*RECORDS SHOWN:*
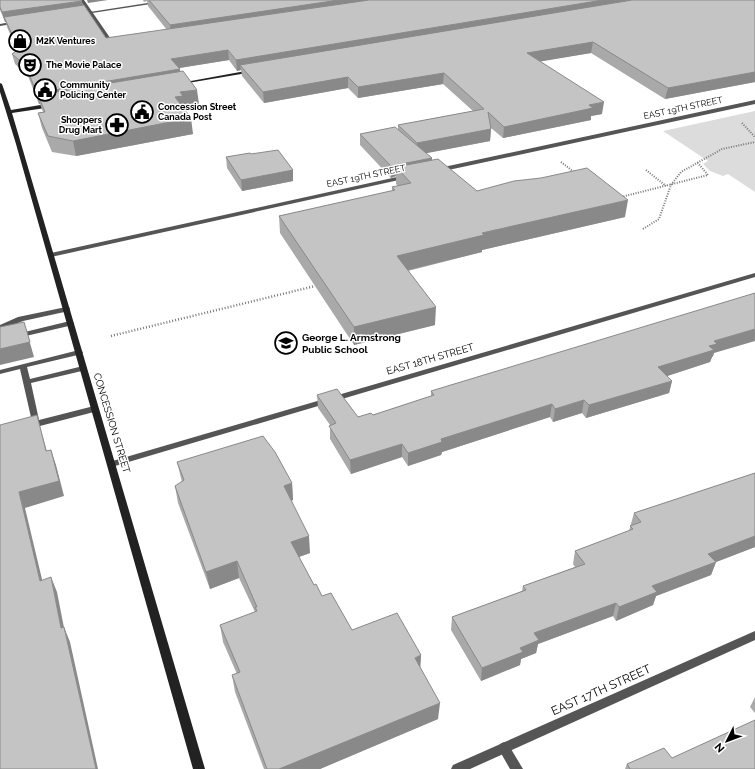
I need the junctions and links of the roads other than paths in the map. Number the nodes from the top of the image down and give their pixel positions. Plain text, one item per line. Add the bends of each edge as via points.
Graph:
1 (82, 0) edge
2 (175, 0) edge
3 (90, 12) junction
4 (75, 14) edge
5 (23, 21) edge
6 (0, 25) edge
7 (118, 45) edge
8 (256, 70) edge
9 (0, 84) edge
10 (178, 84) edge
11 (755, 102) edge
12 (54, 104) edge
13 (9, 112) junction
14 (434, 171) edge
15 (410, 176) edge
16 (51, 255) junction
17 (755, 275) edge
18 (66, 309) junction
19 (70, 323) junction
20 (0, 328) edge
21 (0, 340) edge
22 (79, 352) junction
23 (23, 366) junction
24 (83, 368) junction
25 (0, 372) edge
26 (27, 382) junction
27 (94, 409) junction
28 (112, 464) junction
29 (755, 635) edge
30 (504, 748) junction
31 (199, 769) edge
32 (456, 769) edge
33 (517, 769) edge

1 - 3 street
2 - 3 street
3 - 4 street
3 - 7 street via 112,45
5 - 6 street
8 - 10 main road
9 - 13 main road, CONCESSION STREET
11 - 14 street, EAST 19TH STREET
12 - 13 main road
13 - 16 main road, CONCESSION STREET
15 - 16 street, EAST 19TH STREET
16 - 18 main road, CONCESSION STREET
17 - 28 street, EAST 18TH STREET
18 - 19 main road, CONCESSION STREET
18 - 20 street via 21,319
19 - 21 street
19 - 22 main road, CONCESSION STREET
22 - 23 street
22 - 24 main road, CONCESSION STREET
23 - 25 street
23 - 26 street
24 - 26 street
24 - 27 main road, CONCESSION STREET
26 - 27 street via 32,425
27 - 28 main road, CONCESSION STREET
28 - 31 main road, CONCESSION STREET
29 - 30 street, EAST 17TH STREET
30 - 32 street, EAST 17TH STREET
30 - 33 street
---
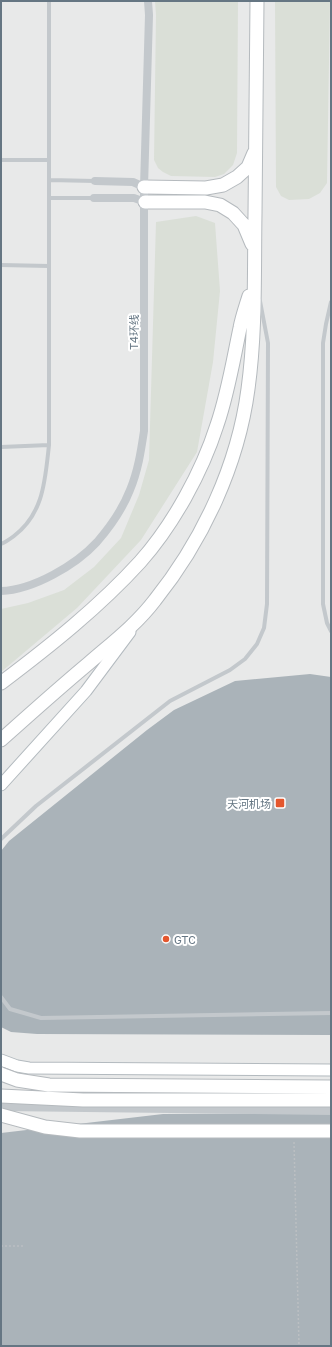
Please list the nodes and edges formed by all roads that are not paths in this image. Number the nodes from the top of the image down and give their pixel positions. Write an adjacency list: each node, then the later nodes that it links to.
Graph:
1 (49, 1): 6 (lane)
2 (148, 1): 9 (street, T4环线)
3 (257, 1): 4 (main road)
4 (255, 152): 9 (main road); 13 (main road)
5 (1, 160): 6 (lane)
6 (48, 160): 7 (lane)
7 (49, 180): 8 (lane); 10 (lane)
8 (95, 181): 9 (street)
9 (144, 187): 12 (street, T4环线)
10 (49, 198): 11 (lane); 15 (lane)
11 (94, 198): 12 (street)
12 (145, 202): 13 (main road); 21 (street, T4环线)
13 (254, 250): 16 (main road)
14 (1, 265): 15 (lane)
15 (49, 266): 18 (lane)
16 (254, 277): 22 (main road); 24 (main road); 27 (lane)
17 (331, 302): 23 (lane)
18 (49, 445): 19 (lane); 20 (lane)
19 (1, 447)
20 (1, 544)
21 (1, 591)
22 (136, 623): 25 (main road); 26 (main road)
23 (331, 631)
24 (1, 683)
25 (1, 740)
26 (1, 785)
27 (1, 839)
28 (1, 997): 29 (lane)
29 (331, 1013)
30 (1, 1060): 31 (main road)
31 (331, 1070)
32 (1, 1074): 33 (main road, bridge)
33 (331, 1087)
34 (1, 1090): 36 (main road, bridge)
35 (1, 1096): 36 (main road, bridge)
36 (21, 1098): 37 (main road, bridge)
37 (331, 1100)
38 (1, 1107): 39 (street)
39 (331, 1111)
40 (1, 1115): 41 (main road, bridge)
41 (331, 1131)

*EXERCISE:* If a line in the material above contains the word "image", copy it.

*EXERCISE SOLUTION:*
I need the junctions and links of the roads other than paths in the map. Number the nodes from the top of the image down and give their pixel positions. Plain text, one item per line. Add the bends of each edge as via points.
Please list the nodes and edges formed by all roads that are not paths in this image. Number the nodes from the top of the image down and give their pixel positions. Write an adjacency list: each node, then the later nodes that it links to.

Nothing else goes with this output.